It all started with the reading glasses. I woke up one morning and realized I could no longer read without holding the reading material at arms length and shining a very bright light on it. So Brenda started me out with a brand new pair of 1.25s. For Christmas she got me one of those little lights you clip on the bill of your ball cap. Now, when I’m wrenching on something out in the garage, I wear my little light on my hat and hang the 1.25s on my nose and I’m good to go.
My back started hurting last fall and I ignored it like I have always done. Even when I could hardly put my socks on in the morning I told myself it would get better soon, like it always has. Even when we got a foot of snow that hurt me to shovel, I figured sooner or later it would heal up and be as good as new.

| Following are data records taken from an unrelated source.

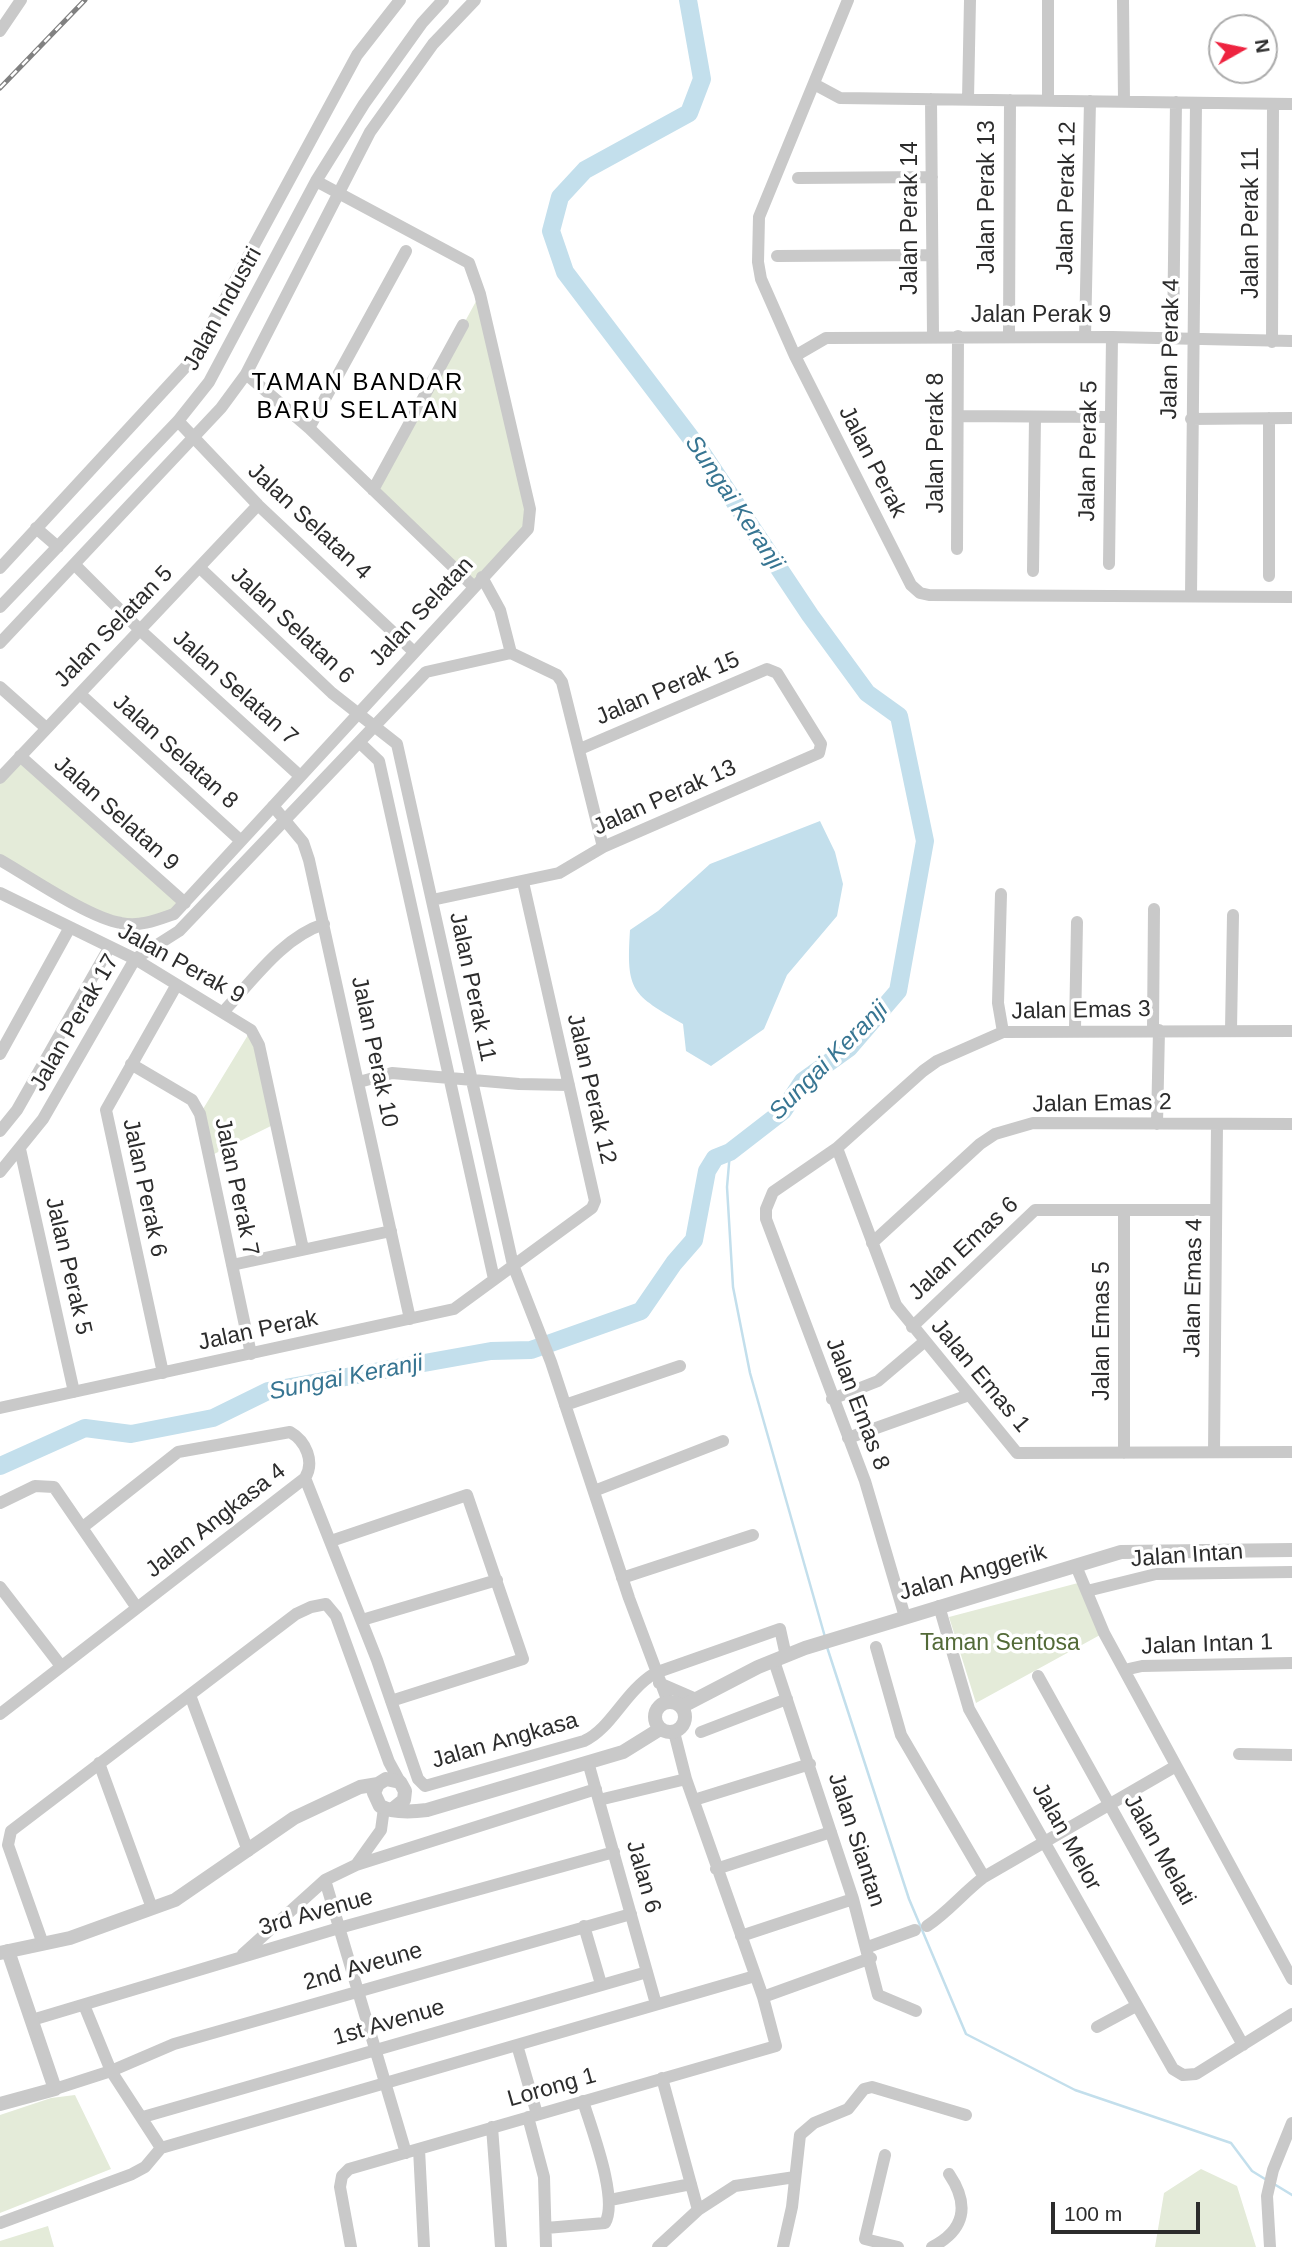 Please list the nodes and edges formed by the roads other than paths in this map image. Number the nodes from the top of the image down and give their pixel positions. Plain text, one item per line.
1 (21, 0) edge
2 (400, 0) edge
3 (443, 0) edge
4 (475, 0) edge
5 (848, 0) edge
6 (970, 0) edge
7 (1048, 0) edge
8 (1123, 0) edge
9 (0, 31) edge
10 (814, 84) junction
11 (931, 99) junction
12 (968, 99) junction
13 (1010, 100) junction
14 (1048, 100) junction
15 (1090, 101) junction
16 (1124, 102) junction
17 (1176, 102) junction
18 (1196, 103) junction
19 (1273, 104) junction
20 (1292, 104) edge
21 (932, 177) junction
22 (798, 178) dead end
23 (316, 181) junction
24 (338, 194) junction
25 (405, 251) dead end
26 (932, 255) junction
27 (776, 256) dead end
28 (463, 325) dead end
29 (933, 336) junction
30 (958, 336) junction
31 (1009, 336) junction
32 (1086, 337) junction
33 (1112, 337) junction
34 (1173, 338) junction
35 (1192, 338) junction
36 (1292, 341) edge
37 (1272, 342) junction
38 (795, 356) junction
39 (246, 374) junction
40 (958, 416) junction
41 (1035, 417) junction
42 (1110, 417) junction
43 (1269, 418) junction
44 (1292, 418) edge
45 (1191, 419) junction
46 (178, 421) junction
47 (309, 428) junction
48 (194, 440) junction
49 (373, 490) junction
50 (258, 505) junction
51 (36, 528) junction
52 (58, 547) junction
53 (957, 550) dead end
54 (1109, 564) dead end
55 (75, 565) junction
56 (0, 568) edge
57 (200, 568) junction
58 (1033, 571) dead end
59 (1269, 576) dead end
60 (478, 582) junction
61 (1191, 596) junction
62 (1292, 597) edge
63 (0, 607) edge
64 (141, 631) junction
65 (0, 643) edge
66 (413, 651) junction
67 (511, 653) junction
68 (772, 670) joint
69 (0, 687) edge
70 (80, 694) junction
71 (358, 713) junction
72 (377, 726) junction
73 (45, 727) junction
74 (361, 744) junction
75 (580, 749) junction
76 (20, 756) junction
77 (300, 776) junction
78 (0, 778) edge
79 (273, 806) junction
80 (288, 820) junction
81 (241, 841) junction
82 (603, 847) junction
83 (0, 860) edge
84 (523, 882) junction
85 (0, 893) edge
86 (1000, 894) dead end
87 (432, 900) junction
88 (185, 903) junction
89 (1154, 909) dead end
90 (1233, 915) dead end
91 (1077, 922) dead end
92 (324, 924) junction
93 (69, 929) junction
94 (109, 948) junction
95 (135, 959) junction
96 (176, 986) junction
97 (223, 1011) junction
98 (1074, 1029) junction
99 (1156, 1030) junction
100 (1231, 1030) junction
101 (1292, 1031) edge
102 (1003, 1032) junction
103 (0, 1054) edge
104 (131, 1064) junction
105 (450, 1077) junction
106 (471, 1080) junction
107 (359, 1082) junction
108 (569, 1085) junction
109 (1157, 1124) junction
110 (1217, 1124) junction
111 (1292, 1124) edge
112 (0, 1131) edge
113 (837, 1148) junction
114 (20, 1149) junction
115 (0, 1172) edge
116 (765, 1209) joint
117 (1124, 1210) junction
118 (1216, 1210) junction
119 (391, 1231) junction
120 (872, 1243) junction
121 (303, 1249) junction
122 (232, 1265) junction
123 (513, 1265) junction
124 (494, 1279) junction
125 (410, 1319) junction
126 (912, 1327) junction
127 (924, 1342) junction
128 (251, 1354) junction
129 (680, 1366) dead end
130 (163, 1373) junction
131 (74, 1392) junction
132 (969, 1395) junction
133 (832, 1399) junction
134 (565, 1405) junction
135 (0, 1408) edge
136 (848, 1438) junction
137 (723, 1441) dead end
138 (1214, 1452) junction
139 (1292, 1452) edge
140 (1124, 1453) junction
141 (305, 1478) junction
142 (594, 1491) junction
143 (0, 1503) edge
144 (83, 1527) junction
145 (752, 1535) dead end
146 (331, 1541) junction
147 (1273, 1550) junction
148 (1292, 1550) edge
149 (1076, 1566) junction
150 (1273, 1572) junction
151 (1292, 1572) edge
152 (622, 1578) junction
153 (497, 1580) junction
154 (0, 1587) edge
155 (1087, 1591) junction
156 (939, 1606) junction
157 (137, 1608) junction
158 (905, 1617) junction
159 (362, 1620) junction
160 (876, 1647) dead end
161 (780, 1658) junction
162 (1292, 1663) edge
163 (61, 1667) junction
164 (1124, 1670) junction
165 (1038, 1676) dead end
166 (657, 1678) junction
167 (190, 1695) junction
168 (696, 1699) junction
169 (787, 1699) junction
170 (391, 1701) junction
171 (674, 1704) junction
172 (0, 1714) edge
173 (667, 1730) junction
174 (701, 1732) dead end
175 (384, 1748) junction
176 (1239, 1754) dead end
177 (1292, 1755) edge
178 (513, 1761) junction
179 (588, 1762) junction
180 (99, 1763) junction
181 (810, 1764) junction
182 (1176, 1766) junction
183 (686, 1779) junction
184 (518, 1783) junction
185 (402, 1787) junction
186 (597, 1794) junction
187 (382, 1796) junction
188 (694, 1800) junction
189 (1109, 1804) junction
190 (437, 1807) junction
191 (831, 1832) junction
192 (1044, 1840) junction
193 (248, 1851) junction
194 (614, 1852) junction
195 (356, 1865) junction
196 (716, 1869) junction
197 (984, 1877) junction
198 (325, 1880) junction
199 (853, 1899) junction
200 (152, 1908) junction
201 (631, 1914) junction
202 (584, 1926) junction
203 (340, 1928) junction
204 (741, 1937) junction
205 (43, 1944) junction
206 (4, 1952) edge
207 (870, 1952) junction
208 (239, 1958) junction
209 (647, 1972) junction
210 (755, 1976) junction
211 (1292, 1979) edge
212 (601, 1984) junction
213 (358, 1990) junction
214 (763, 1997) junction
215 (84, 2004) junction
216 (656, 2004) junction
217 (1136, 2006) junction
218 (916, 2011) dead end
219 (1292, 2014) edge
220 (32, 2020) junction
221 (1097, 2027) dead end
222 (517, 2045) junction
223 (1243, 2045) junction
224 (376, 2049) junction
225 (111, 2071) junction
226 (662, 2078) junction
227 (386, 2083) junction
228 (55, 2089) junction
229 (583, 2101) junction
230 (0, 2104) edge
231 (533, 2115) junction
232 (966, 2115) dead end
233 (143, 2117) junction
234 (1292, 2123) edge
235 (492, 2127) junction
236 (161, 2148) junction
237 (412, 2151) junction
238 (885, 2155) dead end
239 (949, 2174) dead end
240 (795, 2177) junction
241 (691, 2184) junction
242 (610, 2200) junction
243 (698, 2210) junction
244 (0, 2223) edge
245 (546, 2228) junction
246 (351, 2247) edge
247 (424, 2247) edge
248 (501, 2247) edge
249 (547, 2247) edge
250 (658, 2247) edge
251 (783, 2247) edge
252 (898, 2247) edge
253 (932, 2247) edge
254 (1270, 2247) edge

1 - 9 street
2 - 51 street, Jalan Industri
3 - 23 street, Jalan Industri
4 - 24 street
5 - 10 street, Jalan Perak
6 - 12 street
7 - 14 street
8 - 16 street
10 - 11 street
10 - 38 street, Jalan Perak
11 - 12 street
11 - 21 street, Jalan Perak 14
12 - 13 street
13 - 14 street
13 - 31 street, Jalan Perak 13
14 - 15 street
15 - 16 street
15 - 32 street, Jalan Perak 12
16 - 17 street
17 - 18 street
17 - 34 street, Jalan Perak 4
18 - 19 street
18 - 35 street, Jalan Perak 4
19 - 20 street
19 - 37 street, Jalan Perak 11
21 - 22 street
21 - 26 street, Jalan Perak 14
23 - 24 street, Jalan Selatan
23 - 46 street, Jalan Industri
24 - 39 street
24 - 60 street, Jalan Selatan
25 - 47 street
26 - 27 street
26 - 29 street, Jalan Perak 14
28 - 49 street
29 - 30 street, Jalan Perak 9
29 - 38 street, Jalan Perak 9
30 - 31 street, Jalan Perak 9
30 - 40 street, Jalan Perak 8
31 - 32 street, Jalan Perak 9
32 - 33 street, Jalan Perak 9
33 - 34 street, Jalan Perak 9
33 - 42 street, Jalan Perak 5
34 - 35 street, Jalan Perak 9
35 - 37 street, Jalan Perak 9
35 - 45 street, Jalan Perak 4
36 - 37 street, Jalan Perak 9
38 - 61 street, Jalan Perak
39 - 47 street
39 - 48 street
40 - 41 street
40 - 53 street, Jalan Perak 8
41 - 42 street
41 - 58 street
42 - 54 street, Jalan Perak 5
43 - 44 street
43 - 45 street
43 - 59 street
45 - 61 street, Jalan Perak 4
46 - 48 street, Jalan Selatan 4
46 - 52 street, Jalan Industri
47 - 49 street
48 - 50 street, Jalan Selatan 4
48 - 55 street
49 - 60 street
50 - 57 street, Jalan Selatan 5
50 - 66 street, Jalan Selatan 4
51 - 52 street
51 - 56 street, Jalan Industri
52 - 63 street, Jalan Industri
55 - 64 street, Jalan Selatan 7
55 - 65 street
57 - 64 street, Jalan Selatan 5
57 - 71 street, Jalan Selatan 6
60 - 66 street, Jalan Selatan
60 - 67 street
61 - 62 street, Jalan Perak
64 - 70 street, Jalan Selatan 5
64 - 77 street, Jalan Selatan 7
66 - 71 street, Jalan Selatan
67 - 72 street
67 - 75 street
68 - 75 street, Jalan Perak 15
68 - 82 street, Jalan Perak 13
69 - 73 street
70 - 73 street, Jalan Selatan 5
70 - 81 street, Jalan Selatan 8
71 - 72 street, Jalan Selatan 6
71 - 77 street, Jalan Selatan
72 - 74 street, Jalan Perak 17
72 - 87 street, Jalan Perak 11
73 - 76 street, Jalan Selatan 5
74 - 80 street, Jalan Perak 17
74 - 105 street, Jalan Perak 11
75 - 82 street
76 - 78 street, Jalan Selatan 5
76 - 88 street, Jalan Selatan 9
77 - 79 street, Jalan Selatan
79 - 80 street, Jalan Perak 10
79 - 81 street, Jalan Selatan
80 - 92 street, Jalan Perak 10
80 - 95 street, Jalan Perak 17
81 - 88 street, Jalan Selatan
82 - 84 street, Jalan Perak 13
83 - 88 street, Jalan Selatan
84 - 87 street, Jalan Perak 13
84 - 108 street, Jalan Perak 12
85 - 93 street, Jalan Perak 9
86 - 102 street
87 - 106 street, Jalan Perak 11
89 - 99 street
90 - 100 street
91 - 98 street
92 - 97 street
92 - 107 street, Jalan Perak 10
93 - 94 street, Jalan Perak 9
93 - 103 street
94 - 95 street, Jalan Perak 9
94 - 112 street
95 - 96 street, Jalan Perak 9
95 - 114 street, Jalan Perak 17
96 - 97 street, Jalan Perak 9
96 - 104 street, Jalan Perak 6
97 - 121 street, Jalan Perak 9
98 - 99 street, Jalan Emas 3
98 - 102 street, Jalan Emas 3
99 - 100 street, Jalan Emas 3
99 - 109 street
100 - 101 street, Jalan Emas 3
102 - 113 street, Jalan Emas 3
104 - 122 street, Jalan Perak 7
104 - 130 street, Jalan Perak 6
105 - 106 street
105 - 107 street
105 - 124 street, Jalan Perak 11
106 - 108 street
106 - 123 street, Jalan Perak 11
107 - 119 street, Jalan Perak 10
108 - 123 street, Jalan Perak 12
109 - 110 street, Jalan Emas 2
109 - 120 street, Jalan Emas 2
110 - 111 street, Jalan Emas 2
110 - 118 street, Jalan Emas 4
113 - 116 street, Jalan Emas 3
113 - 120 street, Jalan Emas 1
114 - 115 street, Jalan Perak 17
114 - 131 street, Jalan Perak 5
116 - 133 street, Jalan Emas 8
117 - 118 street, Jalan Emas 6
117 - 126 street, Jalan Emas 6
117 - 140 street, Jalan Emas 5
118 - 138 street, Jalan Emas 4
119 - 121 street
119 - 125 street, Jalan Perak 10
120 - 126 street, Jalan Emas 1
121 - 122 street
122 - 128 street, Jalan Perak 7
123 - 124 street, Jalan Perak
123 - 134 street, Jalan Perak 11
124 - 125 street, Jalan Perak
125 - 128 street, Jalan Perak
126 - 127 street, Jalan Emas 1
127 - 132 street, Jalan Emas 1
127 - 133 street
128 - 130 street, Jalan Perak
129 - 134 street
130 - 131 street, Jalan Perak
131 - 135 street, Jalan Perak
132 - 136 street
132 - 140 street, Jalan Emas 1
133 - 136 street, Jalan Emas 8
134 - 142 street, Jalan Perak 11
136 - 158 street, Jalan Emas 8
137 - 142 street
138 - 139 street, Jalan Emas 1
138 - 140 street, Jalan Emas 1
141 - 144 street, Jalan Angkasa 4
141 - 146 street
141 - 157 street, Jalan Angkasa 4
142 - 152 street, Jalan Perak 11
143 - 144 street
144 - 157 street
145 - 152 street
146 - 153 street
146 - 159 street
147 - 148 street, Jalan Anggerik
147 - 149 street, Jalan Anggerik
147 - 150 street
149 - 155 street
149 - 156 street, Jalan Anggerik
150 - 151 street, Jalan Intan
150 - 155 street, Jalan Intan
152 - 166 street, Jalan Perak 11
153 - 159 street
153 - 170 street
154 - 163 street
155 - 164 street
156 - 158 street, Jalan Anggerik
156 - 192 street, Jalan Melor
157 - 163 street, Jalan Angkasa 4
158 - 161 street, Jalan Anggerik
159 - 170 street
160 - 197 street
161 - 166 street, Jalan Siantan
161 - 168 street, Jalan Anggerik
161 - 169 street, Jalan Siantan
162 - 164 street, Jalan Intan 1
163 - 172 street, Jalan Angkasa 4
164 - 182 street
165 - 189 street, Jalan Melati
166 - 168 street
166 - 171 street, Jalan Perak 11
166 - 178 street, Jalan Angkasa
167 - 175 street
167 - 180 street
167 - 193 street
168 - 171 street, Jalan Anggerik
169 - 174 street
169 - 181 street, Jalan Siantan
170 - 178 street, Jalan Angkasa
171 - 173 street
171 - 173 street
173 - 179 street
173 - 183 street
175 - 185 street
175 - 187 street
176 - 177 street
178 - 184 street
179 - 184 street
179 - 186 street, Jalan 6
180 - 200 street
180 - 205 street
181 - 188 street
181 - 191 street, Jalan Siantan
182 - 189 street
182 - 211 street
183 - 186 street
183 - 188 street
184 - 190 street
185 - 187 street
185 - 187 street
185 - 190 street
186 - 194 street, Jalan 6
186 - 195 street
187 - 190 street
187 - 193 street
187 - 195 street
188 - 196 street
189 - 192 street
189 - 223 street, Jalan Melati
191 - 196 street
191 - 199 street, Jalan Siantan
192 - 197 street
192 - 217 street, Jalan Melor
193 - 200 street
194 - 201 street, Jalan 6
194 - 203 street, 3rd Avenue
195 - 198 street
196 - 204 street
197 - 207 street
198 - 203 street
198 - 208 street
199 - 204 street
199 - 207 street, Jalan Siantan
200 - 205 street
201 - 202 street, 2nd Aveune
201 - 209 street, Jalan 6
202 - 212 street
202 - 213 street, 2nd Aveune
203 - 208 street, 3rd Avenue
203 - 213 street
204 - 210 street
205 - 206 street
206 - 220 street
207 - 214 street
207 - 218 street, Jalan Siantan
208 - 215 street, 3rd Avenue
209 - 212 street, 1st Avenue
209 - 216 street, Jalan 6
210 - 214 street
210 - 216 street
212 - 224 street, 1st Avenue
213 - 224 street
213 - 225 street, 2nd Aveune
214 - 226 street, Lorong 1
215 - 220 street, 3rd Avenue
215 - 225 street
216 - 222 street
217 - 221 street
217 - 223 street, Jalan Melor
219 - 223 street
220 - 228 street
222 - 227 street
222 - 231 street
224 - 227 street
224 - 233 street, 1st Avenue
225 - 228 street, 2nd Aveune
225 - 233 street
226 - 229 street, Lorong 1
226 - 241 street
227 - 236 street
227 - 237 street
228 - 230 street
229 - 231 street, Lorong 1
229 - 242 street
231 - 235 street, Lorong 1
231 - 245 street
232 - 240 street
233 - 236 street
234 - 254 street
235 - 237 street, Lorong 1
235 - 248 street
236 - 244 street
237 - 246 street, Lorong 1
237 - 247 street
238 - 252 street
239 - 253 street
240 - 243 street
240 - 251 street
241 - 242 street
241 - 243 street
242 - 245 street
243 - 250 street
245 - 249 street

One day last week I woke up in the night and it was not bladder related (maybe that is actually where it all started). My back hurt really bad and now my hip hurt and my leg hurt! Brenda had been encouraging me to go to the chiropractor. I finally made an appointment and hobbled over to his office. After the first treatment I felt so much better! A day later I was working outdoors and made a one-handed snatch and grab maneuver on something heavy like I’ve always done. The pain shot through my back and leg like a bolt of lightning and really got my attention. I was reminded of the C.S. Lewis quote:
"God whispers to us in our pleasures,
Speaks to us in our conscience,
But shouts to us in our pains;
it is his megaphone to rouse a deaf world."
I was also reminded of my recent debate with my imaginary antagonist: "can life-change occur without crisis?" This pain was a crisis. I was hurting and in danger of missing the mission trip that I had been preparing for.
I hobbled and winced my way back to the chiropractor for my follow-up visit a few days later and got a little relief. I also got a back-brace. That was a pretty humbling experience. I’m standing there shirtless in this guy’s treatment room with my drawers down around my knees when the doctor reaches around me and installs this big black elastic and velcro thing around my waist, then helps me pull up my pants. So now I’m wearing supportive garments! The doctor tells me that a little exercise is good, but to avoid sudden or strenuous movements. On the way home I’m imagining myself taking therapeutic walks around the block under the supervision of my nurse. The back brace has forced me to discover something I’ve occasionally wondered about but never before investigated: the fly on my briefs is actually functional (barely). Brenda told me the back brace would be more comfortable if I wore sweat-pants instead of jeans. So now I’m shuffling around the block wearing sweat-pants? What’s next?
So this crisis has forced me to acknowledge something that the sudden flood of AARP literature in my mailbox did not: I’m getting older. I may, in fact, have encountered a significant milestone.